Among the lines of the entries below, count those containing the word "paths" and answer with the number only.

(Saved data entries)
*****

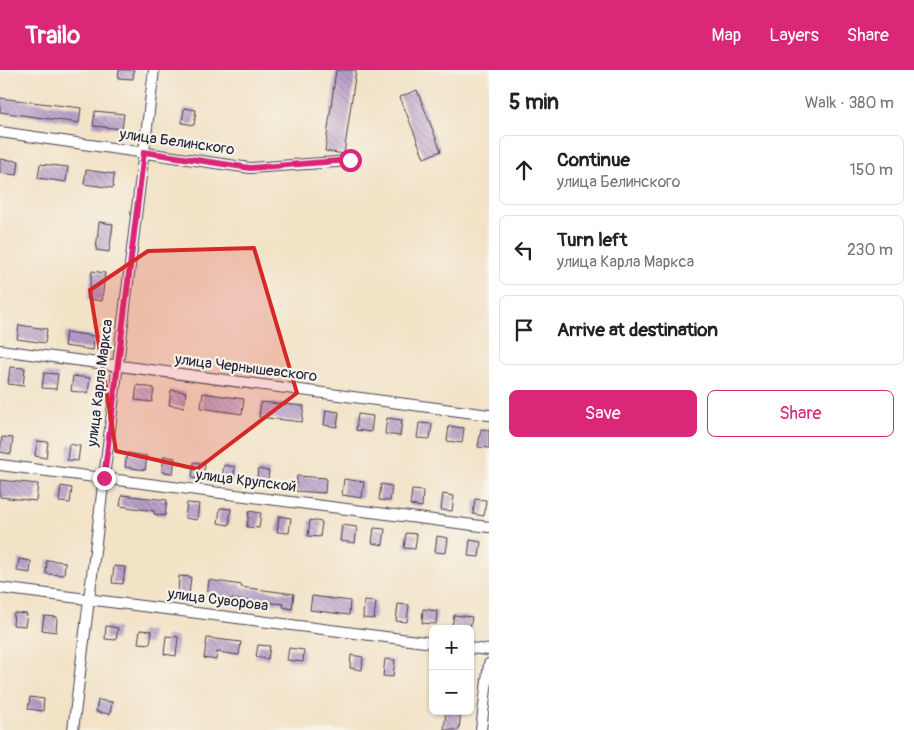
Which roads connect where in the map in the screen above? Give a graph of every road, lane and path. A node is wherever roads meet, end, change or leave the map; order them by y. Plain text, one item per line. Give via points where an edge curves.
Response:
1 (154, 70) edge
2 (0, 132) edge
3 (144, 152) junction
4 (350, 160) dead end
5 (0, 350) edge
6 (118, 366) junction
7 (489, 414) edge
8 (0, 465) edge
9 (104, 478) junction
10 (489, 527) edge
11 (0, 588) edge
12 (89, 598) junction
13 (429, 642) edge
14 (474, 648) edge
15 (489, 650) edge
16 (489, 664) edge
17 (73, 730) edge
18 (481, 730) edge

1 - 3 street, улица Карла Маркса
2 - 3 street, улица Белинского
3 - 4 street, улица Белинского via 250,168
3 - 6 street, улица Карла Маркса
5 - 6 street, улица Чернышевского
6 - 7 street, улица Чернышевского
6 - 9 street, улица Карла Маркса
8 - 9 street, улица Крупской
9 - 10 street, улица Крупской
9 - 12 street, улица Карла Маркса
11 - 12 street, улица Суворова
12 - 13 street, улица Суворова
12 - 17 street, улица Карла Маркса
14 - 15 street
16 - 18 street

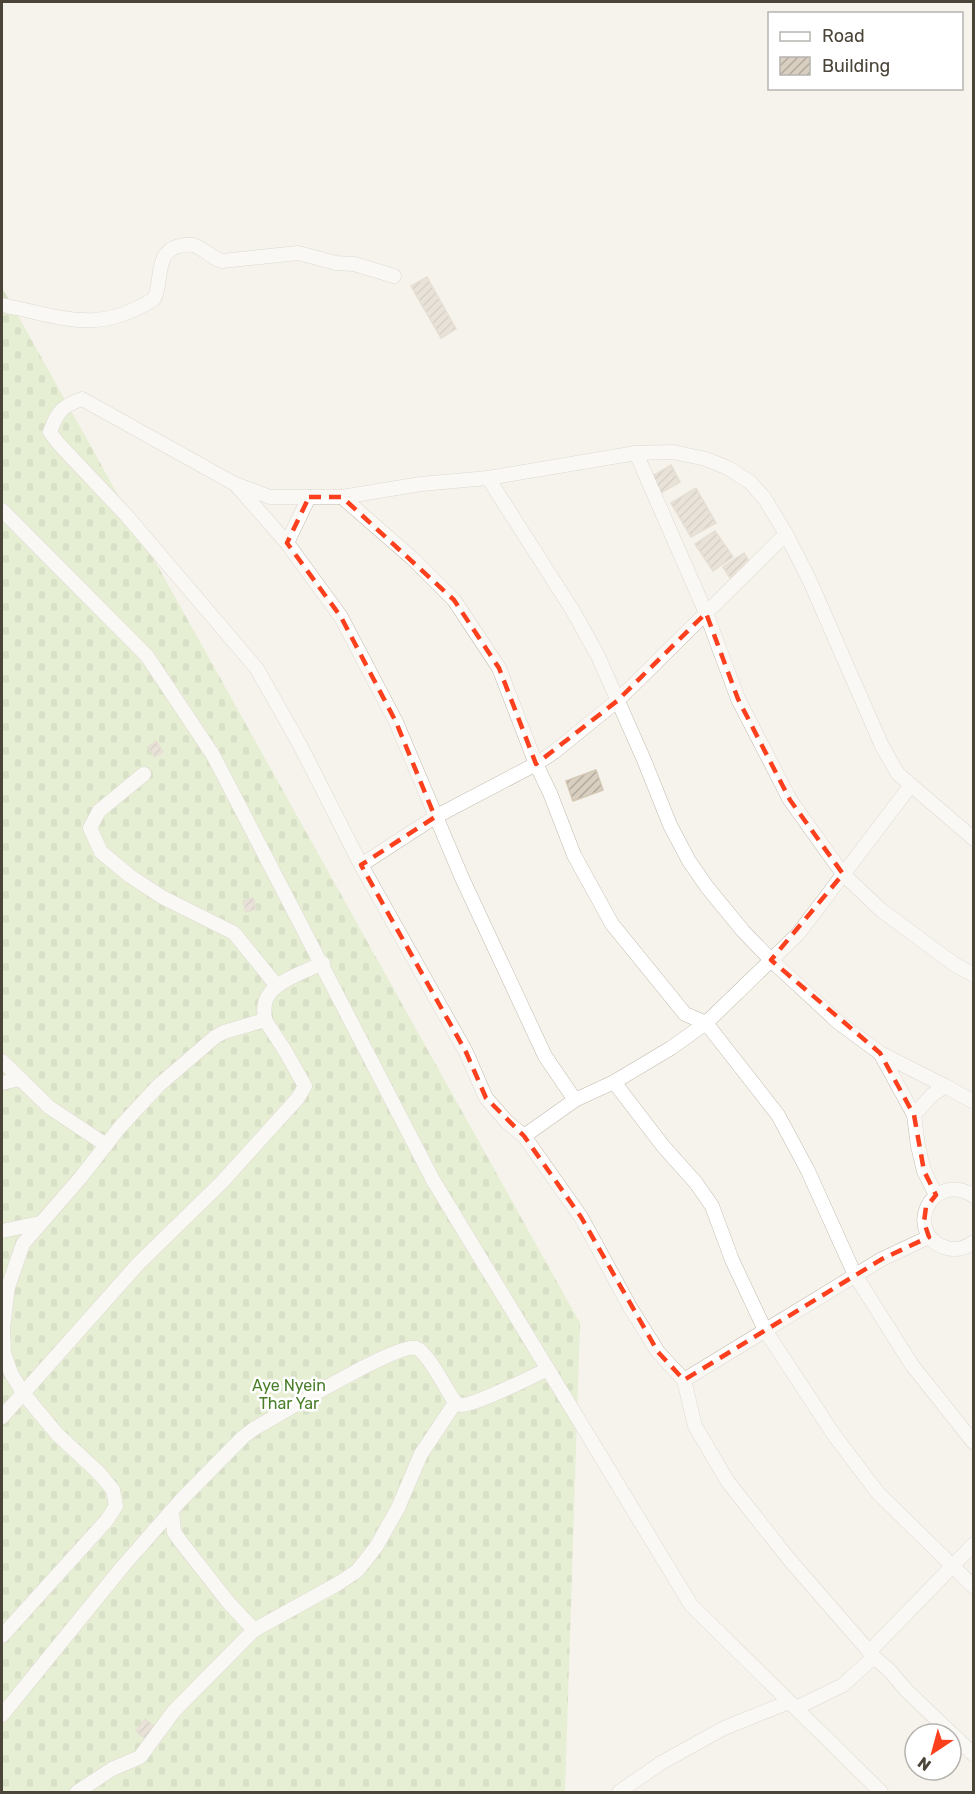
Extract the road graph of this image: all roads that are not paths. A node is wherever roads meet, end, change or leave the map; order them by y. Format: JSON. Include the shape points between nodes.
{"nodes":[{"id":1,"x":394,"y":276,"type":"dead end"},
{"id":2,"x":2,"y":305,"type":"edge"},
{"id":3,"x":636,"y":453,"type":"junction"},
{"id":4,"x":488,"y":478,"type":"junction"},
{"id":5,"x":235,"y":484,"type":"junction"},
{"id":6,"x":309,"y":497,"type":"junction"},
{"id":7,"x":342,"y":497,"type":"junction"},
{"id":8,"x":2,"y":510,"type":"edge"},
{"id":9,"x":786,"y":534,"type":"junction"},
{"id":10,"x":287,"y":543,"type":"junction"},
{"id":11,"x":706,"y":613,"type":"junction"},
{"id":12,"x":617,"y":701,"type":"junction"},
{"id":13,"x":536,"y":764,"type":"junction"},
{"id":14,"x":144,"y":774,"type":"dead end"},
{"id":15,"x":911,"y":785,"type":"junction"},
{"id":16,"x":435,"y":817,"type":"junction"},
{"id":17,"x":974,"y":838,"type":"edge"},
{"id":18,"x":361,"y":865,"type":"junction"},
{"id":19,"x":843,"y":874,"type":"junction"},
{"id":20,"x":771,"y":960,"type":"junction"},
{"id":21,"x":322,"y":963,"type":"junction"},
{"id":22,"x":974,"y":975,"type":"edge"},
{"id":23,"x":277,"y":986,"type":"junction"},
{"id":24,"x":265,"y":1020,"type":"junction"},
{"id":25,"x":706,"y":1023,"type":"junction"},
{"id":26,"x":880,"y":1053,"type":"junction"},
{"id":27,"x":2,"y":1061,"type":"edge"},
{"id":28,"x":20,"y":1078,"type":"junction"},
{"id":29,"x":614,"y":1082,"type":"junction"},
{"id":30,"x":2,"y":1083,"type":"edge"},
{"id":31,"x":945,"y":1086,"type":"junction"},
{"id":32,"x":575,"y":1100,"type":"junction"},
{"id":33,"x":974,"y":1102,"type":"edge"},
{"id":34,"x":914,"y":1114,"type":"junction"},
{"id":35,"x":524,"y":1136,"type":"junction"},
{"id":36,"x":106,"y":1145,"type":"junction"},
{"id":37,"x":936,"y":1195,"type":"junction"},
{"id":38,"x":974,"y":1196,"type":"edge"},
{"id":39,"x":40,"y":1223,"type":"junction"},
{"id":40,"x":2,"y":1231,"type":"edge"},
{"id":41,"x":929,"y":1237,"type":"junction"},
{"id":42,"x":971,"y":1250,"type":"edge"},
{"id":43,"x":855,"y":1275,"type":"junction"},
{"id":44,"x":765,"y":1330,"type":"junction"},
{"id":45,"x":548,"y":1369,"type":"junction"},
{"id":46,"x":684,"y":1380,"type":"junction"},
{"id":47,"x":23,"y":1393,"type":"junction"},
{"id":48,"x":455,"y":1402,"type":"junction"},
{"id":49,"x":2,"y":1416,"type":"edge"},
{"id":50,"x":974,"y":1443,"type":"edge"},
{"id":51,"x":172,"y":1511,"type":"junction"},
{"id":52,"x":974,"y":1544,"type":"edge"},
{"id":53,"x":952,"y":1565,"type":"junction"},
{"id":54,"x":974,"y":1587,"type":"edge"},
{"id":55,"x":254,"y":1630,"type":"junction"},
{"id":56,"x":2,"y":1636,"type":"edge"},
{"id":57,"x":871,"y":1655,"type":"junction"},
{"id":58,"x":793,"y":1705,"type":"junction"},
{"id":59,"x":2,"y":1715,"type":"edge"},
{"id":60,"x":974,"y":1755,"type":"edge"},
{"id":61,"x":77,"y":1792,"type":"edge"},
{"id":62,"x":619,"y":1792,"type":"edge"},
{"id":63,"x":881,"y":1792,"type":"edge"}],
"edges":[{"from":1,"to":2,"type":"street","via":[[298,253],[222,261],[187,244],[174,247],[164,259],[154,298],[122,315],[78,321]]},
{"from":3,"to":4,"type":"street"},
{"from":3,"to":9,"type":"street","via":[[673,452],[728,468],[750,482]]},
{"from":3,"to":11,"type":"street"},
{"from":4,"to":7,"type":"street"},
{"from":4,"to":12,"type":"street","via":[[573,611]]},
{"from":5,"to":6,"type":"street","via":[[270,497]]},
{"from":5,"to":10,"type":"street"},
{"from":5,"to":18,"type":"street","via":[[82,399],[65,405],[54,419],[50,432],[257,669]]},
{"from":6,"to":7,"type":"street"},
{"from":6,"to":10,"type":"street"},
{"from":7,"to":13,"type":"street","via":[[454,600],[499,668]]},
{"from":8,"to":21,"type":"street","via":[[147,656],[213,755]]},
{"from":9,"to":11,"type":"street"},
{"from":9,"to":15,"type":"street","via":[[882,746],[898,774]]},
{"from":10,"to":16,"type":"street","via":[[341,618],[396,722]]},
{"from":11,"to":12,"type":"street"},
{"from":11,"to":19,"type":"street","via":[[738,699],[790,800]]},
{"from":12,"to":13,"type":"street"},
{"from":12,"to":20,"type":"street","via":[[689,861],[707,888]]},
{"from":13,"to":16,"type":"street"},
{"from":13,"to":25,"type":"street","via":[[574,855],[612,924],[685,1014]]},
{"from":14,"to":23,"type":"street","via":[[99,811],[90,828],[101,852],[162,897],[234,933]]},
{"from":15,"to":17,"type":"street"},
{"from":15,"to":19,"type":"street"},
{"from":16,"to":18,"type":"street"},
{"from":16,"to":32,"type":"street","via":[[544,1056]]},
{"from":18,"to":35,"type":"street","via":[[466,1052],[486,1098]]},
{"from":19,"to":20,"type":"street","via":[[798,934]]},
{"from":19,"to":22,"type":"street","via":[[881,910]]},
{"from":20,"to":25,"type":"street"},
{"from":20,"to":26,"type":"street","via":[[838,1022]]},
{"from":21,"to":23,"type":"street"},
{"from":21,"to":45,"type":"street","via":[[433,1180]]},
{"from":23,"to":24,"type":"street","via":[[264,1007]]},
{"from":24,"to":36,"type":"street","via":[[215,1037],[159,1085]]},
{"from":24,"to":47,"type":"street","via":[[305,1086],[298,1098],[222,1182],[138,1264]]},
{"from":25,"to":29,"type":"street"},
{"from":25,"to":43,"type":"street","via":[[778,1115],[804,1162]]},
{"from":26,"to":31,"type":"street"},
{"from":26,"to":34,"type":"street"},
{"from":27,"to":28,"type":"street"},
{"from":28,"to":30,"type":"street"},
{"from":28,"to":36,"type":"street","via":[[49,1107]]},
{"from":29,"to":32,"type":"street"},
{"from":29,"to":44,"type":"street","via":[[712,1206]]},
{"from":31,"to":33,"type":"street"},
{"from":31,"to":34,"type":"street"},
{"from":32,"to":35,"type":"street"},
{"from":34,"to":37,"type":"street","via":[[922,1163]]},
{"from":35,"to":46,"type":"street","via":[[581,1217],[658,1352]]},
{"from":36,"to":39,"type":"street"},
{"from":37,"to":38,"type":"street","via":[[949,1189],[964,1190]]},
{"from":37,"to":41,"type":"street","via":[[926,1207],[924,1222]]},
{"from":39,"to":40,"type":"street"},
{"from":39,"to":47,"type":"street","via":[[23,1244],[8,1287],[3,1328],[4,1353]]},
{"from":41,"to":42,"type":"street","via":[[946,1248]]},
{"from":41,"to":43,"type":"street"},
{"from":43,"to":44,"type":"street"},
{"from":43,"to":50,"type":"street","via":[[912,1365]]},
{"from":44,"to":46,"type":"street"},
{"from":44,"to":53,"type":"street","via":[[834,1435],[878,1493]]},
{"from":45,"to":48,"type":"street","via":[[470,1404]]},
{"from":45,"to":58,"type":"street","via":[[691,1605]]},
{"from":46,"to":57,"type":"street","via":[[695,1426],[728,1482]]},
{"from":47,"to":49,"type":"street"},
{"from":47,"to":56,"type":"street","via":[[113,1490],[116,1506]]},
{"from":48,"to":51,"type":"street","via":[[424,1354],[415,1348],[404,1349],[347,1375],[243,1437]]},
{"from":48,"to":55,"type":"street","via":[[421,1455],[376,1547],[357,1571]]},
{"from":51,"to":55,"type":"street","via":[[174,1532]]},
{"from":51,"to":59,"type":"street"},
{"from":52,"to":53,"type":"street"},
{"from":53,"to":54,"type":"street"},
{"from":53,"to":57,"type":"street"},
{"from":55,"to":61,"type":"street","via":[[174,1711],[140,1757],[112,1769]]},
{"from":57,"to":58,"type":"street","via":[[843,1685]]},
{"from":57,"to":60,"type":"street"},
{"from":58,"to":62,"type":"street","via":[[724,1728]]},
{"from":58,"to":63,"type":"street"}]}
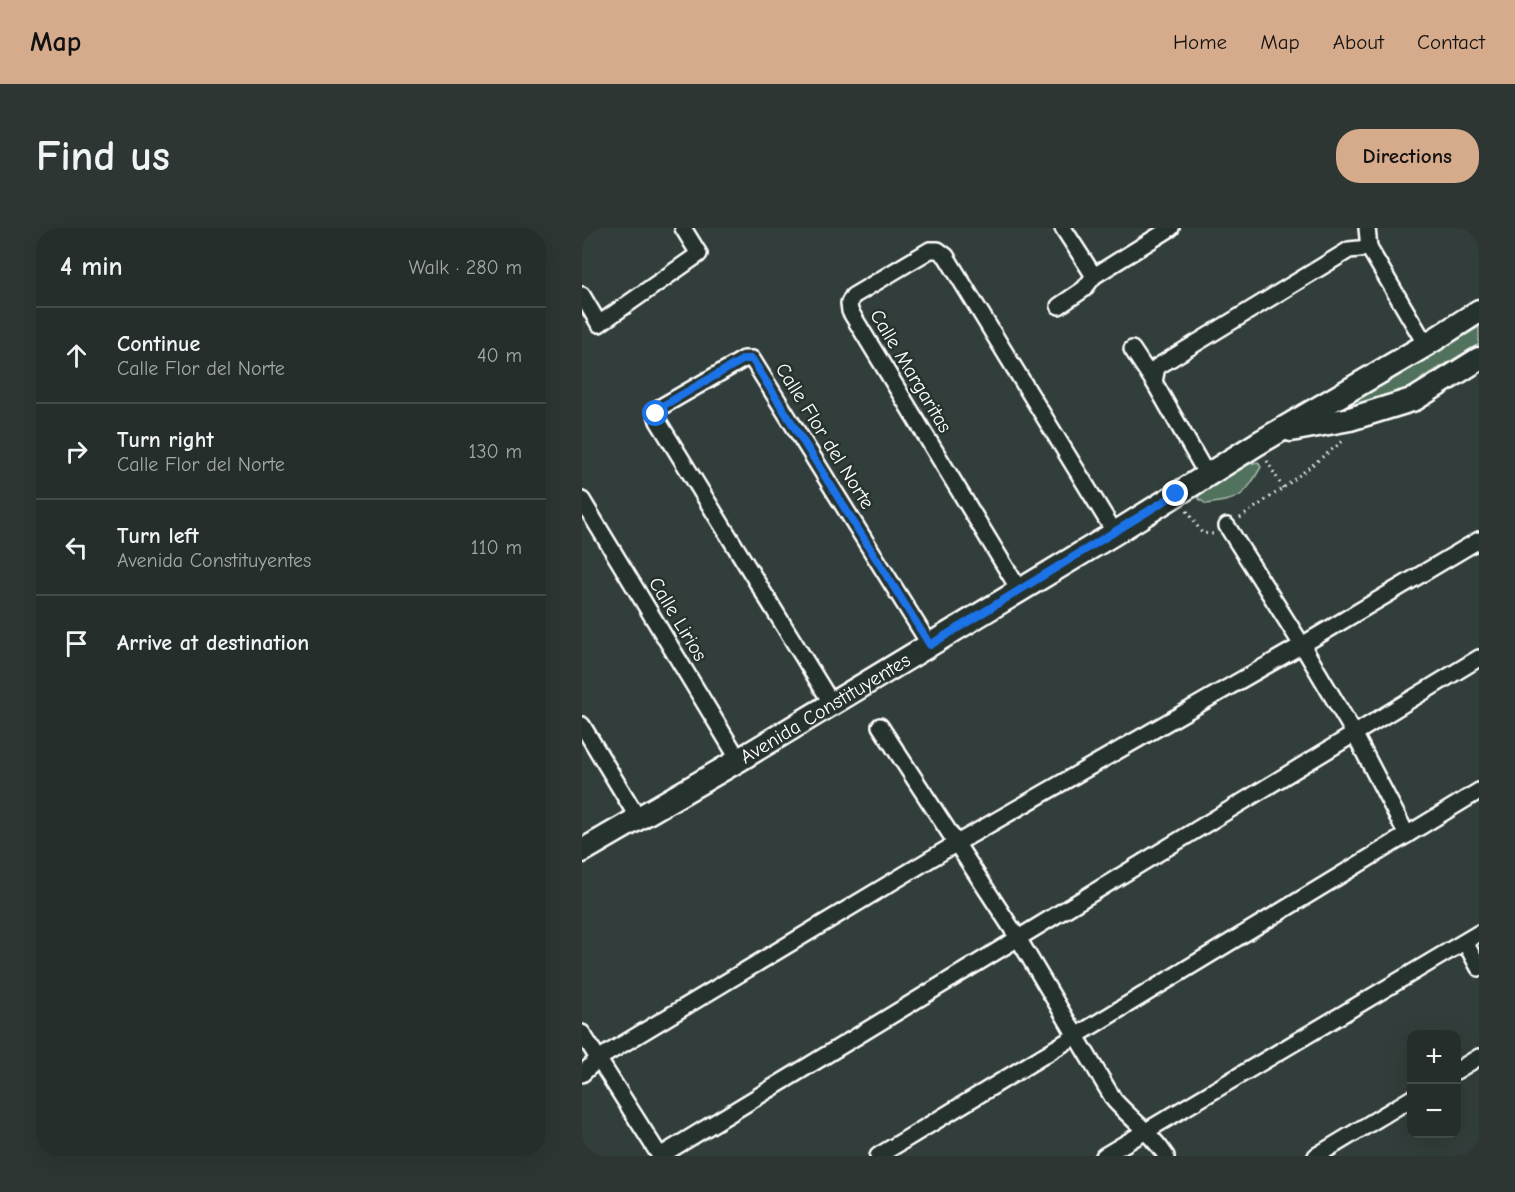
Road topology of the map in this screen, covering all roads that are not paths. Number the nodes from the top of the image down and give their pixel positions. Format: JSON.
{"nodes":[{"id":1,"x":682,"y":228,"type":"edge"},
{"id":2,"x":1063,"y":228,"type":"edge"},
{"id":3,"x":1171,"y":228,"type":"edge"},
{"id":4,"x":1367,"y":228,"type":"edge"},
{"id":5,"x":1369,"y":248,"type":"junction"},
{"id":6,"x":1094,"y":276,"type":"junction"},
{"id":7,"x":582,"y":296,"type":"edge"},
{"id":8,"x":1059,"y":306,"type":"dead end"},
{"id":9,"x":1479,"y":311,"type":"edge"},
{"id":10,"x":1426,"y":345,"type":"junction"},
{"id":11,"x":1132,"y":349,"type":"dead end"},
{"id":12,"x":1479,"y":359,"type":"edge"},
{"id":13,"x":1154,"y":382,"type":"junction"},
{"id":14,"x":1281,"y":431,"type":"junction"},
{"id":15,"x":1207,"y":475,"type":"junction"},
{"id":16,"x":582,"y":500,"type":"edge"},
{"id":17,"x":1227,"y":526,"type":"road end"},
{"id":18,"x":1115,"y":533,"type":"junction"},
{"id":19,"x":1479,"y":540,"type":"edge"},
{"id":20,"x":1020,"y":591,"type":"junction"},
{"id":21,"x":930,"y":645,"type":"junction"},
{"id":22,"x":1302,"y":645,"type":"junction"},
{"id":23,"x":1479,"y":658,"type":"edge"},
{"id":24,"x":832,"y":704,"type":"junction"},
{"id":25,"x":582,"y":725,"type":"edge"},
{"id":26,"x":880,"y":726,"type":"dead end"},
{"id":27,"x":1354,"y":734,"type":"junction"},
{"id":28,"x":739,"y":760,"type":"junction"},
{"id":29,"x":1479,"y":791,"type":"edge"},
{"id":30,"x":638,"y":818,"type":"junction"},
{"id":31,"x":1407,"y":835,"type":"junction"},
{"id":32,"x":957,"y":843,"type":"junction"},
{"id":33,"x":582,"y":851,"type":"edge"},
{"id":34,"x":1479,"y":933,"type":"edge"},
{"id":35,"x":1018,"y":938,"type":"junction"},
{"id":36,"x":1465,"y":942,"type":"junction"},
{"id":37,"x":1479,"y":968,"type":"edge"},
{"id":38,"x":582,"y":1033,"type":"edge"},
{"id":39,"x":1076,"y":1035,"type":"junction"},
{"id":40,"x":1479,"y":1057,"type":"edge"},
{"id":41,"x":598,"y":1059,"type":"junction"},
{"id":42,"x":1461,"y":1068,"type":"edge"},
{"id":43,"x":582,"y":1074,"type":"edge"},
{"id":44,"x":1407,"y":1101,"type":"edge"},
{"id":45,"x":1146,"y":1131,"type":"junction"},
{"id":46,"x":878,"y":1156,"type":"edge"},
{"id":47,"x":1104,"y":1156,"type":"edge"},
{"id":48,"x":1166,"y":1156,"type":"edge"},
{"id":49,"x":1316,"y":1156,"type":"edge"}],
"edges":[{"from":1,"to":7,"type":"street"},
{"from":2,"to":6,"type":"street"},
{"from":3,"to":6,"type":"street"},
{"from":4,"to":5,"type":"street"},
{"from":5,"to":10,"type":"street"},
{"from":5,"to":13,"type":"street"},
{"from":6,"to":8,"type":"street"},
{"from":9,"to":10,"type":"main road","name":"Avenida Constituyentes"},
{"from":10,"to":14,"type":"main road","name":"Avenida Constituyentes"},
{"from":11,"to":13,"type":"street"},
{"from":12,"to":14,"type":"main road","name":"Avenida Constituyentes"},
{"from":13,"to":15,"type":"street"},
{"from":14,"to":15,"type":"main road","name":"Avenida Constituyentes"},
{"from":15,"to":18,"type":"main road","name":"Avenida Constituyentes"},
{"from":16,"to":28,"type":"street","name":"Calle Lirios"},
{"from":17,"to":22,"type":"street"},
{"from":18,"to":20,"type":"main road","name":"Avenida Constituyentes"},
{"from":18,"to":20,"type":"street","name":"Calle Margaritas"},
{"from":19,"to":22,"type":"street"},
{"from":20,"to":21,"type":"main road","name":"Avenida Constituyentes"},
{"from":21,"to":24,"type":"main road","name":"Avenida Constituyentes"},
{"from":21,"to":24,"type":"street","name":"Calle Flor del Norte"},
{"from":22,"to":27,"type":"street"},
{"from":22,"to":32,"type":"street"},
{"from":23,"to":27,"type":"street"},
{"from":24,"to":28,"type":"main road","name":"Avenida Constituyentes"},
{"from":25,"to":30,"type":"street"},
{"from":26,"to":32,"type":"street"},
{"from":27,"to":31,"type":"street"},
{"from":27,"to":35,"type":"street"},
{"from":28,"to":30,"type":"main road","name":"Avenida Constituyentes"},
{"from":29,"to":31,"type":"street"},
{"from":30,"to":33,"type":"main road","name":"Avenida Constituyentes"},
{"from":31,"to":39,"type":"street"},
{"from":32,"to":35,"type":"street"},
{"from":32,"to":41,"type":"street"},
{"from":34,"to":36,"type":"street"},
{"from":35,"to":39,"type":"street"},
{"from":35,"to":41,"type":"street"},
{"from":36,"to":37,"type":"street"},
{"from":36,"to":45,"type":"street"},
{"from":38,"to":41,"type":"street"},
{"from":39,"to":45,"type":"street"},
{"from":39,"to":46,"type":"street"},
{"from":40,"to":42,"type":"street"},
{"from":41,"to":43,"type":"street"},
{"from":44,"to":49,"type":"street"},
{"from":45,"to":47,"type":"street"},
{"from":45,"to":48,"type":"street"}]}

*****

Answer space -
2